Nous avons présenté l’un des exemples de prompts possibles pour notre entreprise, illustrant comment ForWood aurait pu évoluer en 2050 sous l’archétype OAA. Notre approche visait à concilier les exigences du co-fondateur et les spécificités de notre archétype, en intégrant une haute automatisation et en respectant les normes environnementales, tout en relevant les défis “éthiques” et économiques. Plusieurs débats ont animé notre groupe concernant l’idée d’intégrer ou non l’intelligence artificielle dans notre processus de réflexion. Certain·es étaient favorables à son utilisation, tandis que d’autres préféraient s’en abstenir, souhaitant éviter de s’enfermer dans une dépendance à l’intelligence artificielle, d’autant plus que notre entreprise en dépend déjà largement, pour le développement de notre projet.

Chaque groupe a livré des présentations uniques, influencées différemment selon la vision de l’entreprise ForWood pour 2050. Ainsi, pour l’archétype « Syndic des communs », l’enjeu était de parvenir à percevoir ce que ressentait le vivant parmi tous leurs usagers, notamment les arbres de ForWood, et comment cette connaissance pouvait aider à prendre des décisions impliquant toutes les parties prenantes, humaines ou non humaines. Voici un exemple de leur outil de travail : « Nous avons développé un outil qui utilise des capteurs pour comprendre les sentiments des arbres de notre forêt, et recruté un analyste des émotions pour les traduire sous forme artistique, que ce soit à travers la danse ou la musique. »
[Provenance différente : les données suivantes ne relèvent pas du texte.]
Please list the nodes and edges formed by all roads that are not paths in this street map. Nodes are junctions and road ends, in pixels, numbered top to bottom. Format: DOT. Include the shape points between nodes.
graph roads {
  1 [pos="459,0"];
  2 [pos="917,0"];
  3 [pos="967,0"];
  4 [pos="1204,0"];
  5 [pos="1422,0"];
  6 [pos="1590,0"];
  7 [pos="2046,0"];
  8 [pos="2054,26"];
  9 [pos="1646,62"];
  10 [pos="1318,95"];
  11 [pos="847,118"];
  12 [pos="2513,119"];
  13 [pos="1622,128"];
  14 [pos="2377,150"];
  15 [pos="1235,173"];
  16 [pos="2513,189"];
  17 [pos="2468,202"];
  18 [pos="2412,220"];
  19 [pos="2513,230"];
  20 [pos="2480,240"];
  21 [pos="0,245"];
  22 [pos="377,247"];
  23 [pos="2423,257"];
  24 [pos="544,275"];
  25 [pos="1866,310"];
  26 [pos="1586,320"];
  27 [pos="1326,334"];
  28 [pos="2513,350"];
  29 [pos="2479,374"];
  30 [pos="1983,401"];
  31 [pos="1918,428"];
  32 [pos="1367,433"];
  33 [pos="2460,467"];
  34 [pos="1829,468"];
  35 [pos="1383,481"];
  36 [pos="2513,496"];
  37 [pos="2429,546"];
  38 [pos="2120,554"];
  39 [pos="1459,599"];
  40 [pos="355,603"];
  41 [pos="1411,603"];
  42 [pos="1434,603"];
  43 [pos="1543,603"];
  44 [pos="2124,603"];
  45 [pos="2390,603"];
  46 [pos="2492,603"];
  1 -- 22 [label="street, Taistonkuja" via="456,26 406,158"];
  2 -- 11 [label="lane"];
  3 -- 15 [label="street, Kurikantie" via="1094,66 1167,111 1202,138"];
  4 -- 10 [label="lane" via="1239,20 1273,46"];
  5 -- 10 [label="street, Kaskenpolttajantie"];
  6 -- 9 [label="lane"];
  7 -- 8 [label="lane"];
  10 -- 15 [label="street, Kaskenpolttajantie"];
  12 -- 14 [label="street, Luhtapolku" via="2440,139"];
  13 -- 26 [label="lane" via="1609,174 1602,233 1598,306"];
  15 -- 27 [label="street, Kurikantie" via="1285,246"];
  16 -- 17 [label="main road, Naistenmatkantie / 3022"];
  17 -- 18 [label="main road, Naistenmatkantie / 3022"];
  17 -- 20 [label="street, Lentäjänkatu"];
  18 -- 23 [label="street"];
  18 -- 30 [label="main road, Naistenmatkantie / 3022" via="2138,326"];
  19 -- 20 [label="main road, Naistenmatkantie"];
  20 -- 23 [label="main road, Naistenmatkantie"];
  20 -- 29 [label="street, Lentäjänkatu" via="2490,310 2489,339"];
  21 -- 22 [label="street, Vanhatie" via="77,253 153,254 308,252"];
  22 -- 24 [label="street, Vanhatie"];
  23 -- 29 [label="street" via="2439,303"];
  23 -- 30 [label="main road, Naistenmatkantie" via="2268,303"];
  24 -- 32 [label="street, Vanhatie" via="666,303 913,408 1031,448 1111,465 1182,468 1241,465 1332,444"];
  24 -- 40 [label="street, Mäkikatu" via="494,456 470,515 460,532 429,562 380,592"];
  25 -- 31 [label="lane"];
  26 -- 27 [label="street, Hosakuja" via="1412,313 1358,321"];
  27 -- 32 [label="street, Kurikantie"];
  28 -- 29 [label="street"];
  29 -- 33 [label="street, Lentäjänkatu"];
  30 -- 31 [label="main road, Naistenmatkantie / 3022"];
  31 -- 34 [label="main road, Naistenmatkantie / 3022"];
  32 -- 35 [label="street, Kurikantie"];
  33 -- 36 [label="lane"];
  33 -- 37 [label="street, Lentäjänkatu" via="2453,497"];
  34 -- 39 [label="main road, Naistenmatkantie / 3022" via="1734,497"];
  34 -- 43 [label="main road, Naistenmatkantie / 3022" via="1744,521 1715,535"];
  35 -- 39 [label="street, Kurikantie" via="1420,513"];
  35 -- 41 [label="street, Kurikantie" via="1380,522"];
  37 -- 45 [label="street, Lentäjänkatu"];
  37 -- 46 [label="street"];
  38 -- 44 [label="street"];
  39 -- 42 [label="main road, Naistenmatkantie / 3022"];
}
À la clôture de l’atelier, un moment d’échange et de réflexion a permis à chaque groupe de partager ses impressions sur cette expédition de prospective collective. Les principaux retours ont montré que l’atelier a élargi et agrandi le champ des projections possibles en libérant l’imagination. Ce qui a été particulièrement remarqué, c’est que « nous avons notre place a prendre », l’idée d’avoir un impact, et de définir sa « propre direction », son « propre cap », illustrant la diversité des possibilités envisageables. Cela s’est manifesté à travers les différents archétypes que nous avons explorés. J’ai pu entendre lors de l’atelier : « les exercices m’ont permis de comprendre que nous sommes les acteurs et actrices de notre futur, et que nous pouvons agir et surtout choisir notre cap ». L’atelier a permis d’imaginer des manières assez concrètes pour les entreprises de poursuivre d’autres objectifs que le seul profit, élargissant nos perspectives. Il a également stimulé de nouvelles interrogations, renforçant l’idée qu’un large éventail de choix s’offre aux entreprises de demain. Cela nous pousse à envisager des modèles d’organisation radicalement différents et à remettre en question les structures traditionnelles et les outils utilisés.
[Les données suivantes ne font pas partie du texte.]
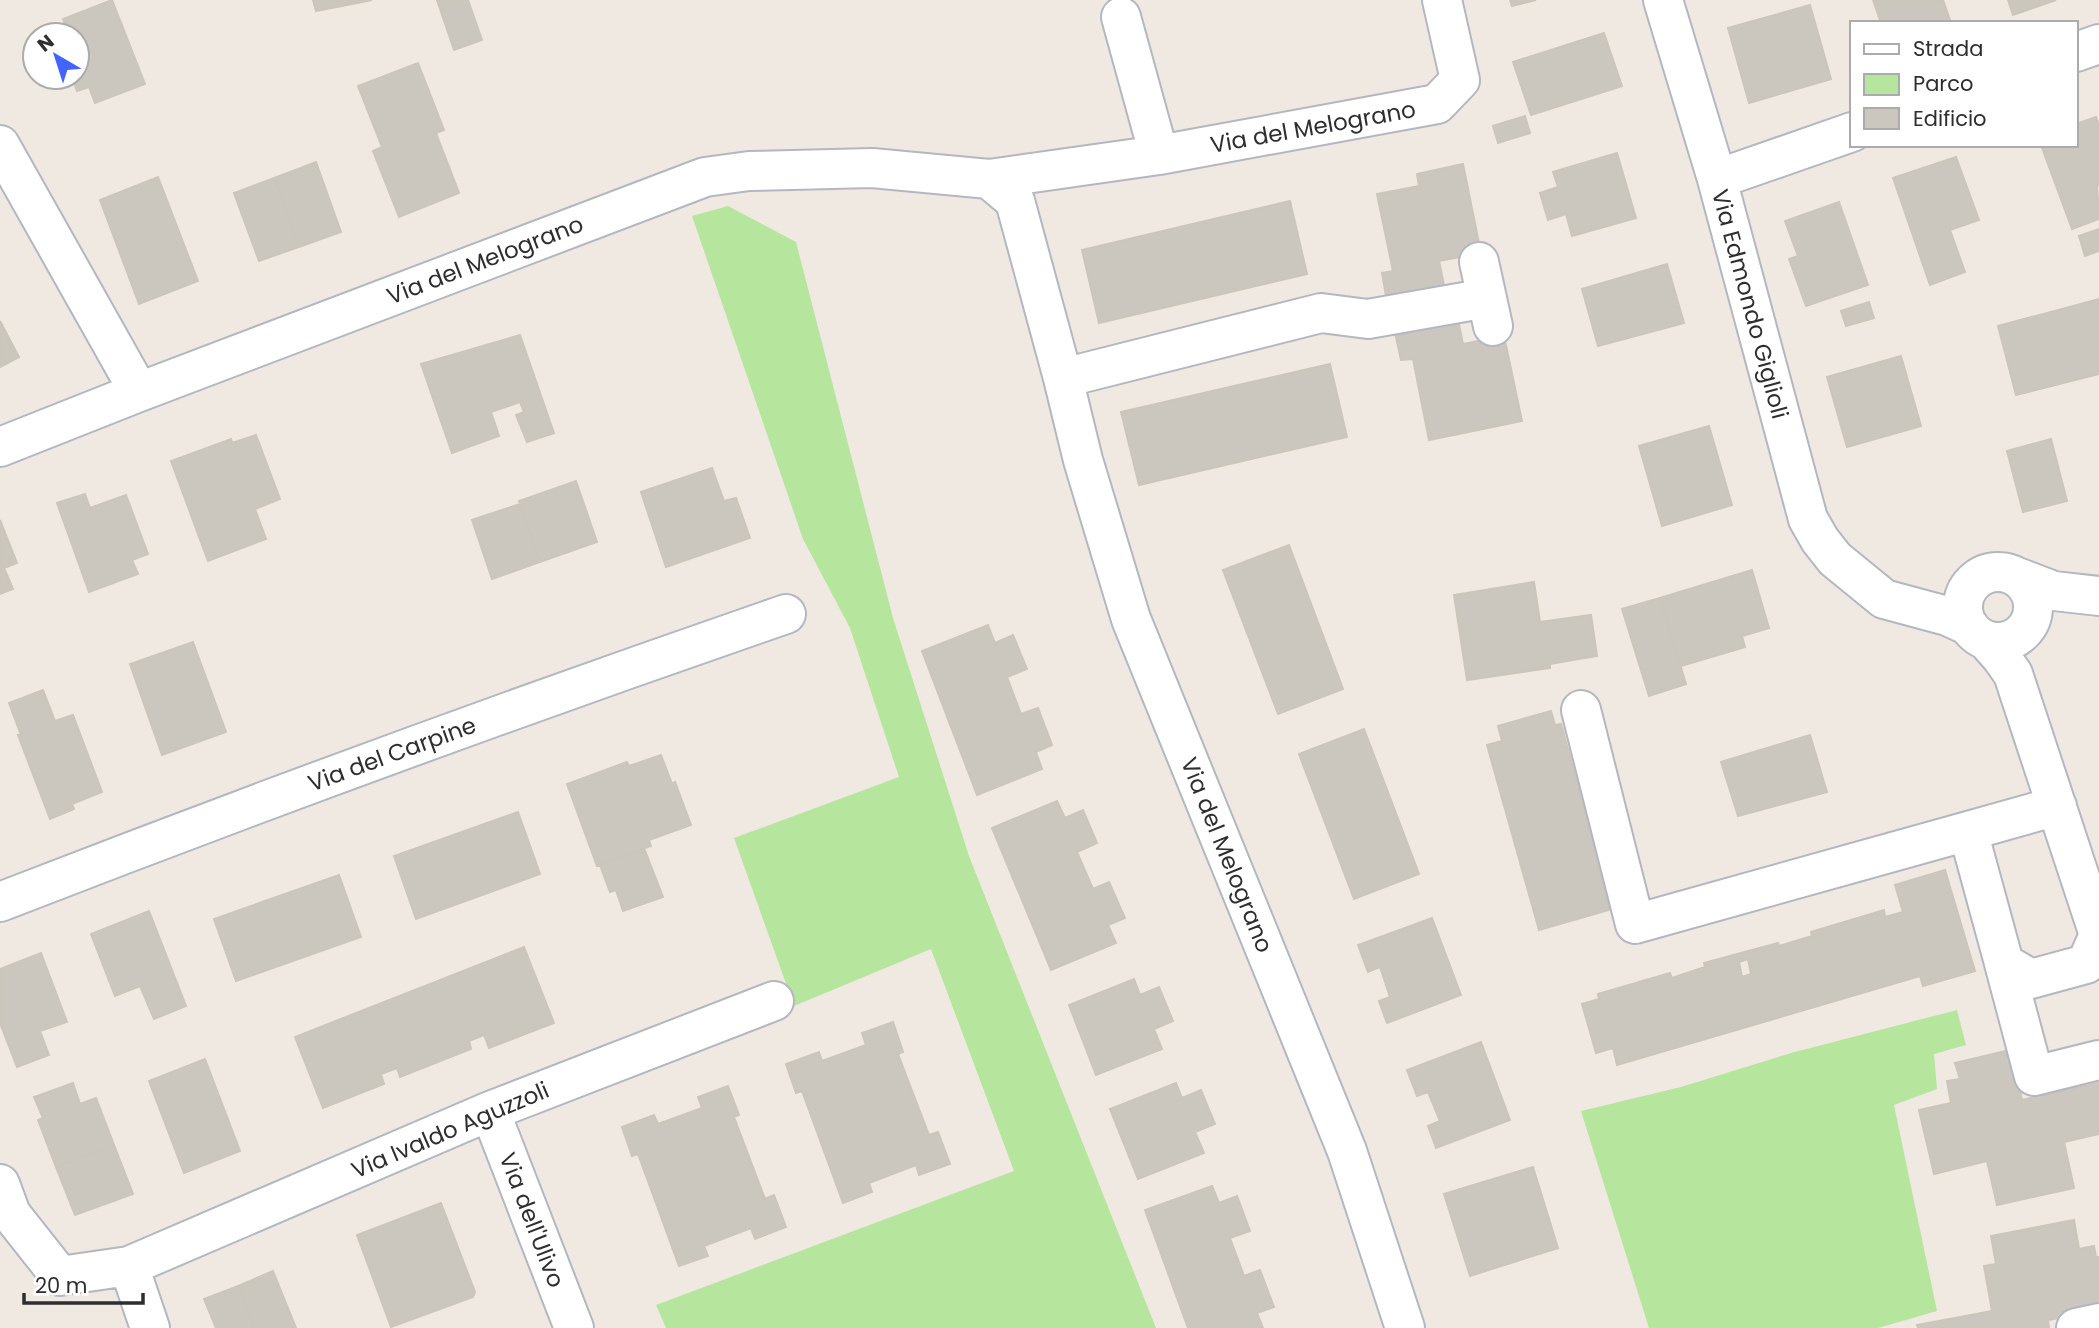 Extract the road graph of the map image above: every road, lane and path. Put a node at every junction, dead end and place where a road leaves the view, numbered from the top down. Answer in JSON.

Observation et dynamique de groupe, leçons tirées de notre atelier

Pendant l’atelier, j’ai adopté une posture plus observatrice en tant que membre de la structure U+, plutôt que d’être une participante active. Cela m’a permis d’analyser attentivement les activités qui ont été bien accueillies et comprises, ainsi que les réactions suscitées au sein de notre groupe. J’ai également pu identifier les réussites et les difficultés rencontrées durant l’atelier. J’ai particulièrement remarqué quelques déséquilibres dans les dynamiques de notre groupe, avec plusieurs membres manifestant des signes d’isolement de diverses manières.

Certaines personnes étaient très entreprenantes dans leurs propositions d’idées tout en s’opposant fréquemment aux idées et propositions des autres participant·es. Cela a fini par laisser peu de place à certain·es, qui se sont progressivement isolé·es. Un des principaux problèmes observés était le rejet des idées considérées comme moins pertinentes, souvent par peur de manquer de temps. Les personnes qui ont eu ces réactions et ont adopté des positions directives étaient principalement stressées par l’attente de résultats, ce qui les a poussées à adopter une posture directive dans le but de diriger le groupe vers l’efficacité en vue de l’objectif de « l’objet fini ». Or selon moi l’objectif de l’atelier se limitait pas à la pertinence et à la qualité du rendu final, mais se concentrait plutôt sur l’apprentissage de développer son imaginaire et aux exercices de prospective collectifs sur l’évolution de l’entreprise. L’intérêt de l’atelier réside davantage dans le développement d’une écriture collective expérimentale que dans l’atteinte d’un résultat final spécifique. Placer les objectifs ailleurs que dans la rentabilité permet aux participant·es de prendre le pouvoir autrement, de réfléchir collectivement et individuellement, et de réussir à s’écouter mutuellement. La question de l’entreprise (comme n’importe quelle question relative au futur) ne peut être abordée sans une écoute active, surtout pour les personnes habituées à des fonctionnements d’entreprises différentes. Il est important de réfléchir sur les entreprises avec d’autres dynamiques, pour pouvoir penser à d’autres manières de les transformer. Transformer peut passer par casser les hiérarchies traditionnelles et promouvoir une culture où chaque voix a la même valeur, comme dans l’atelier, ou alors décider d’une voix choisie qui représente le groupe. Nous devrions peut-être davantage appuyer et sensibiliser les participant·es, avant le prochain atelier, à ne pas se focaliser sur le rendu, mais à mettre en avant un objectif différent : être à l’écoute et donner du pouvoir à chaque individu.
Un autre aspect d’isolement que j’ai remarqué était lié à la question du langage considéré comme « universel » au sein du groupe. Dans notre contexte, cela s’est aussi manifesté à travers des barrières linguistiques, particulièrement en ce qui concerne le jargon de l’entreprise ou celui du numérique. Certaines personnes, plus familières avec ces domaines, ont pu créer des écarts de posture et de pouvoir en utilisant ce langage, ce qui a conduit à des moments d’isolement pour celles et ceux qui n’étaient pas aussi à l’aise. Ces personnes, manquant de confiance dans le groupe, n’ont pas osé demander des définitions ou explications, se sentant progressivement exclues en raison de leur incompréhension. Cela a contribué à instaurer un climat de méfiance et de frustration, poussant plusieurs personnes à se replier et à ne plus partager leurs pensées.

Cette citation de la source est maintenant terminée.